Interior-EPA bill will see funding boost
Source: Geof Koss and George Cahlink, E&E News reporters • Posted: Thursday, March 1, 2018
Agencies funded under the Interior-Environment appropriations bill will see increased spending levels in fiscal 2019 under budget caps guiding the construction of the omnibus spending bill, key senators said yesterday.
Sen. Tom Udall of New Mexico, the top Democrat on the Interior and Environment Appropriations Subcommittee, declined to discuss that panel’s 302(b) allocation setting its spending limit for the year but acknowledged it was “definitely more than last year.”
In fiscal 2017, that subcommittee received roughly $32 billion for the agencies under its purview, which include U.S. EPA and the Interior Department.
Subcommittee Chairwoman Lisa Murkowski (R-Alaska) acknowledged the fiscal 2018 allocation represented an increase over the current year but declined to discuss it further.
“I think within the Interior account we’re going to try to do right by all the priorities that we have,” she told reporters yesterday. “And from my perspective I’m glad that we’re just getting to this.”
House and Senate appropriators have been waiting months for the allocations, which were informally distributed to subcommittee leaders last week but still await formal approval.

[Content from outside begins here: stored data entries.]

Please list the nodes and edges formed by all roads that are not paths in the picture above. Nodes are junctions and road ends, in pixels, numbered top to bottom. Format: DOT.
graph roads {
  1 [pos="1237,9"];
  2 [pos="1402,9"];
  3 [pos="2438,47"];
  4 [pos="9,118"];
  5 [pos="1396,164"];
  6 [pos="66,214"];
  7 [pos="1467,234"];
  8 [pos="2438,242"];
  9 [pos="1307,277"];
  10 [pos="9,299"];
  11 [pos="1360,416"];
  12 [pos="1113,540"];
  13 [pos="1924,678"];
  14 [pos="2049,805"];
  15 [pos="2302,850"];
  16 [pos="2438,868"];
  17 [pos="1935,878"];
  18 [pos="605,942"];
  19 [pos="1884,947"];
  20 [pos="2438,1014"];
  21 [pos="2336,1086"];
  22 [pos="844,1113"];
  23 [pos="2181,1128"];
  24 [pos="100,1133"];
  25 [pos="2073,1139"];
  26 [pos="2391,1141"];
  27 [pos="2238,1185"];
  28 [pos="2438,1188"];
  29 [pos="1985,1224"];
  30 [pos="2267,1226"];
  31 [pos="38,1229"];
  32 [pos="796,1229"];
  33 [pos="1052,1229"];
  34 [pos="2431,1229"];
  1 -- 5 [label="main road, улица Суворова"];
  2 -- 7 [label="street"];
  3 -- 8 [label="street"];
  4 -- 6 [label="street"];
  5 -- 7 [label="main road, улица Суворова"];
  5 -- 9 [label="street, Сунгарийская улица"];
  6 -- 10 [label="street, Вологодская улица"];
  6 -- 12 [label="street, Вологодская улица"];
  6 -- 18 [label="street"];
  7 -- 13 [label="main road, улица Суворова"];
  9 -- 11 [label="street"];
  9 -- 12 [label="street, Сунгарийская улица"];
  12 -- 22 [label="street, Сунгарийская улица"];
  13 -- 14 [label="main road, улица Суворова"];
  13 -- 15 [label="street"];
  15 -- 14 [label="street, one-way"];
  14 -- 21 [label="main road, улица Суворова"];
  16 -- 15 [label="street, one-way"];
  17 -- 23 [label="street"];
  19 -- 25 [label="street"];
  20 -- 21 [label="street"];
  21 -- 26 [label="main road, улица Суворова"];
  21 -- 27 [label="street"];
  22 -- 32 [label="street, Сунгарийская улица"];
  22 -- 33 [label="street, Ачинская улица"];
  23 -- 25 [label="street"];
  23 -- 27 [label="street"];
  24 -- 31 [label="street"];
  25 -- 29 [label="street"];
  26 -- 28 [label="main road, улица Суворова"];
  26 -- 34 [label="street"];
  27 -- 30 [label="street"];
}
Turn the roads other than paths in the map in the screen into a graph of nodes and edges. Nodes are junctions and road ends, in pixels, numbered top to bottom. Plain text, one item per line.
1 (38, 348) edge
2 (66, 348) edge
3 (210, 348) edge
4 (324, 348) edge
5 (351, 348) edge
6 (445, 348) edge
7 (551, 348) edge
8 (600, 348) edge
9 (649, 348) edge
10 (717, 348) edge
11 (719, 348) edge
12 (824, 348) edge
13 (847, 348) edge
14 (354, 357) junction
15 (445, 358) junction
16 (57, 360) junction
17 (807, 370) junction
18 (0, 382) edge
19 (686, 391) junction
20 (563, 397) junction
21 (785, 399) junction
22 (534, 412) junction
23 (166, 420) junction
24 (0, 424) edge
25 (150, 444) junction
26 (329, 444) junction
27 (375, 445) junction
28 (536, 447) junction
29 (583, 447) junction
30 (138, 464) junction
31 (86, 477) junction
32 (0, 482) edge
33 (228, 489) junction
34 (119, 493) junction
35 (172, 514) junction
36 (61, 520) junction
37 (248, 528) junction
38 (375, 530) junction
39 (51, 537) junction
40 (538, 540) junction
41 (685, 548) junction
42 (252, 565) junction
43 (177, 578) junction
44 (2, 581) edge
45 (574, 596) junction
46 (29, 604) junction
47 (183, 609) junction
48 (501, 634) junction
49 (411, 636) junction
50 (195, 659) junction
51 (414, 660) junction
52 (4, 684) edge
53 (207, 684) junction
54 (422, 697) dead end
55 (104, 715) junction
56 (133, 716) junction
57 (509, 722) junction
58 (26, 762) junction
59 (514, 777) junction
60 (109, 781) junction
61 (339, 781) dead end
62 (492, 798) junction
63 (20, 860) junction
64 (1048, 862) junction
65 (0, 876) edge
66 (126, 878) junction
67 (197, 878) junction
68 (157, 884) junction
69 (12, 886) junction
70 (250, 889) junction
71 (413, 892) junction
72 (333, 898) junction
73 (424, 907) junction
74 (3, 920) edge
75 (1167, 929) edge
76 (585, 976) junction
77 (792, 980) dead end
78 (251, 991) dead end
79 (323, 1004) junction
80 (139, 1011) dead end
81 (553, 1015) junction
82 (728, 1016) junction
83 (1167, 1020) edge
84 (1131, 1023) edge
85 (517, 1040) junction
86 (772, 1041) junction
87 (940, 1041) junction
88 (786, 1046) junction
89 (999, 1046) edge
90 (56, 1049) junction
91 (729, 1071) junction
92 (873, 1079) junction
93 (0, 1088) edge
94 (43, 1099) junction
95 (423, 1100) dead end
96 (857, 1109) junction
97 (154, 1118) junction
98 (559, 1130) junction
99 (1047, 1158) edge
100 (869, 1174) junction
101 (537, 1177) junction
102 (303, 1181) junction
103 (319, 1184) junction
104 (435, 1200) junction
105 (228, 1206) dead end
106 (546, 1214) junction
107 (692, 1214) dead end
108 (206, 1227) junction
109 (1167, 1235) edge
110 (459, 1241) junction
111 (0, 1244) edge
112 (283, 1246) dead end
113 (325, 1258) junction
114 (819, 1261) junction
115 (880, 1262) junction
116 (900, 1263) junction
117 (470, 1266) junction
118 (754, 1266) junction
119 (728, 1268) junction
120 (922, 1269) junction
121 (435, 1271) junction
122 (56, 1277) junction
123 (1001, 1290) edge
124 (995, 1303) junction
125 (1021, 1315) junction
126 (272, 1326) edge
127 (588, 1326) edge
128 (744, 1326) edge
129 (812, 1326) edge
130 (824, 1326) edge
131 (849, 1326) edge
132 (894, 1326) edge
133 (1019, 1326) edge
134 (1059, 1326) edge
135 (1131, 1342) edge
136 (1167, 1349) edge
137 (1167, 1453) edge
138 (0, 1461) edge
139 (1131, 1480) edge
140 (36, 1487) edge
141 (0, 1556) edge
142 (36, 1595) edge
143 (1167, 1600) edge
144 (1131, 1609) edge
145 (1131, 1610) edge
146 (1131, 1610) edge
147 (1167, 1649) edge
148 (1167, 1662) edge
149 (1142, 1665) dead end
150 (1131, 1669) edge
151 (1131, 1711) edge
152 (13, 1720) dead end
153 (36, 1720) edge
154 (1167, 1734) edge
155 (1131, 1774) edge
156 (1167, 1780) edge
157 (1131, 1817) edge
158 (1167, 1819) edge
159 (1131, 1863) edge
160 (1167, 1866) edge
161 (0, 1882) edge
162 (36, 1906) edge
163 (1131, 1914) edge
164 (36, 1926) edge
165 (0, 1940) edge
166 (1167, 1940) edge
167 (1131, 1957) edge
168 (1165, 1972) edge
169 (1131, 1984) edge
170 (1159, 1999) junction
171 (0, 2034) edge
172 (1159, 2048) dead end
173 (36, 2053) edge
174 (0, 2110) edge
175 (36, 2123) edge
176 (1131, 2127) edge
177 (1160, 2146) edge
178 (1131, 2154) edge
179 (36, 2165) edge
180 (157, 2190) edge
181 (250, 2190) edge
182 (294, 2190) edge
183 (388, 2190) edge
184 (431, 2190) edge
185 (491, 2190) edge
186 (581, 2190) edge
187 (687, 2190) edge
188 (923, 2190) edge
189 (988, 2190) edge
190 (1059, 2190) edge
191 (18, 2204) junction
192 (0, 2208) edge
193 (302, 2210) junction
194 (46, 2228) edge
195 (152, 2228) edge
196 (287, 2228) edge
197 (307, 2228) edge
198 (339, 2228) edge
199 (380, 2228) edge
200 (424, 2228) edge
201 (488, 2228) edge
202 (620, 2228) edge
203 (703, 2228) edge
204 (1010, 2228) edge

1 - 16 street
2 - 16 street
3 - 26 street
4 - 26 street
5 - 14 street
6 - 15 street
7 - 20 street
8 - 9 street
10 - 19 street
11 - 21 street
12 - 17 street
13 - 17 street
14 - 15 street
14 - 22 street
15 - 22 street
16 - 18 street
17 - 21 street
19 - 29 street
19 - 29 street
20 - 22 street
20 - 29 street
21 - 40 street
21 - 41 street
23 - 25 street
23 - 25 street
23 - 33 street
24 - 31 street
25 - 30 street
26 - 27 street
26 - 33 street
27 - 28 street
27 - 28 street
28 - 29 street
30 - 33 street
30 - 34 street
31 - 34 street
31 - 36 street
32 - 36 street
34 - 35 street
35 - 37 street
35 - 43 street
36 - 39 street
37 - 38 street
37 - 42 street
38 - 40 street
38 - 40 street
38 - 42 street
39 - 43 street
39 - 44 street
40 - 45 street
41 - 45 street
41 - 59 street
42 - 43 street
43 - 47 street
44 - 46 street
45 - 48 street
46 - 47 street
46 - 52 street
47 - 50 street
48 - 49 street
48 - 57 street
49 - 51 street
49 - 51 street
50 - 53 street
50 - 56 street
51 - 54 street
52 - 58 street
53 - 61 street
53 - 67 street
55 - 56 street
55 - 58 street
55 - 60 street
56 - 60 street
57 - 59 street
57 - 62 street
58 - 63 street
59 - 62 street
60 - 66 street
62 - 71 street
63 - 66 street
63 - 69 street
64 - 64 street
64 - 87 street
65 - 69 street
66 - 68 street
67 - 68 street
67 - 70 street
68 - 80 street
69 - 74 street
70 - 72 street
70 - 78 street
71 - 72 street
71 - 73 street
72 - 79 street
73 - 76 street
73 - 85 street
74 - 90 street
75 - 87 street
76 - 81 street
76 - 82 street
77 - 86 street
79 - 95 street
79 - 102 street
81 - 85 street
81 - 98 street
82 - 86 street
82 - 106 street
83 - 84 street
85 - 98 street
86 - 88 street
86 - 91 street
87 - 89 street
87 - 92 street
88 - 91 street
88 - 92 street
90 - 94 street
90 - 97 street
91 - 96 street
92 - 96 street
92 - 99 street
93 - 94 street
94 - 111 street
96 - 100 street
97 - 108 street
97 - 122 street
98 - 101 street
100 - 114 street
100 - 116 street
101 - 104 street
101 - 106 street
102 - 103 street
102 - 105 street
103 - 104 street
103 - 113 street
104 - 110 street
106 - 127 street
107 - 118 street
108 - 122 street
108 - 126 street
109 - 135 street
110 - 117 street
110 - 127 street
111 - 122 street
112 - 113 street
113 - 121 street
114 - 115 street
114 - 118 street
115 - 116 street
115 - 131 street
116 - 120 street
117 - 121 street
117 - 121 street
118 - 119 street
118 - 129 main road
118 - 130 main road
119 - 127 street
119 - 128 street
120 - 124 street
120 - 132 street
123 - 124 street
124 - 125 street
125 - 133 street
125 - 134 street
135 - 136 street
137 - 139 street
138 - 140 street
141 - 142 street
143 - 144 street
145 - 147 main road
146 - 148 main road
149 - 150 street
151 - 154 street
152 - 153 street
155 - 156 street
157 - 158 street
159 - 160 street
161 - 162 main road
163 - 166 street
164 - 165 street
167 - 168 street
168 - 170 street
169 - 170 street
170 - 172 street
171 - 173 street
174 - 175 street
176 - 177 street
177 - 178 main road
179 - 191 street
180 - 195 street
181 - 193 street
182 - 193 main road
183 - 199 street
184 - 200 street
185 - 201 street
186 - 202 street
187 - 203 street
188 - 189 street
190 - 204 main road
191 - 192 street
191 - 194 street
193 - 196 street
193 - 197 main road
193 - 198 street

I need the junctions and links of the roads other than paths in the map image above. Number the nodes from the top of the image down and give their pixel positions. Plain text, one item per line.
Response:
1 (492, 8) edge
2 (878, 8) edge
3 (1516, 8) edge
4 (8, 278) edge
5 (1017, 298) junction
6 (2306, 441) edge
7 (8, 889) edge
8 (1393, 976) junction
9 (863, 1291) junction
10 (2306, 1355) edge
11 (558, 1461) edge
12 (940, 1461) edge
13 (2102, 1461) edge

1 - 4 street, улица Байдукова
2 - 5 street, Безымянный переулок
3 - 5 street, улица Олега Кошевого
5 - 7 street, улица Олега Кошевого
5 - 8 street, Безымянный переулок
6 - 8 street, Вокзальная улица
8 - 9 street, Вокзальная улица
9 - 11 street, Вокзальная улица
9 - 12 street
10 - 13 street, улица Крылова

Appropriators are generally reluctant to make details of their spending levels public before panel votes, but Rep. Tom Cole (R-Okla.), a senior appropriator, said he expected nearly all the fiscal 2018 bills to receive increases above their current levels as a result of the recent budget deal.
He said the exception could be the legislative branch bill — which funds congressional operations — because lawmakers might not want to be seen as raising their own budgets. Congress has until March 23 to prevent a government shutdown.
While Murkowski said she had received her final allocation, she said it was unclear how an extra $10 billion for infrastructure that was agreed to in principle for fiscal 2018 would fit within that allocation (E&E Daily, Feb. 9).
Some of those funds are intended to be used on wastewater and park upgrades, she noted, with another $10 billion intended to be spent for the same purposes in fiscal 2019.
“Obviously we want to respect the directive of the deal, so that’s what we’re working for right now,” Murkowski said.
Riders in play
Environmentalists, meanwhile, continue to mobilize against the inclusion of policy riders that they say would roll back a variety of environmental protections.
“Republican leaders’ insistence on the inappropriate inclusion of anti-environmental or other ideological policy riders will only heighten the risk of yet another continuing resolution or government shutdown,” said Alex Taurel, the deputy legislative director for the League of Conservation Voters.
Green groups are betting on Senate Democrats getting many of the riders stripped because they would still have the ability to filibuster the bill.
Defenders of Wildlife has listed 86 riders it’s watching in fiscal 2018 spending bills, with the bulk of those proposed in the House and Senate versions of the Interior-EPA bill.
Environmentalists are most concerned about several forest riders proposed by Murkowski, including one related to a management plan for Alaska’s Tongass National Forest and another rolling back roadless rule protections. They say the Alaska appropriator’s clout could get the language included.
Other riders that the groups are closely eyeing are GOP provisions to exempt the recent repeal of the Clean Water Rule from the Administrative Procedure Act. The possible loosening of endangered species protections for the sage grouse, gray wolves and prairie chickens are a concern, too.
The Clean Budget Coalition, a collection of liberal and progressive groups that include several environmental organizations and labor unions, is also coming out against what it sees as a collection of “dirty” riders.
While Democrats and like-minded advocates have been beating the drum against the riders, Murkowski predicted those fights would be easier to sort out in the current political environment.
“I think it makes it easier for us to be working on the priorities of the majority as well as the administration when there’s greater alignment like there is now,” she said.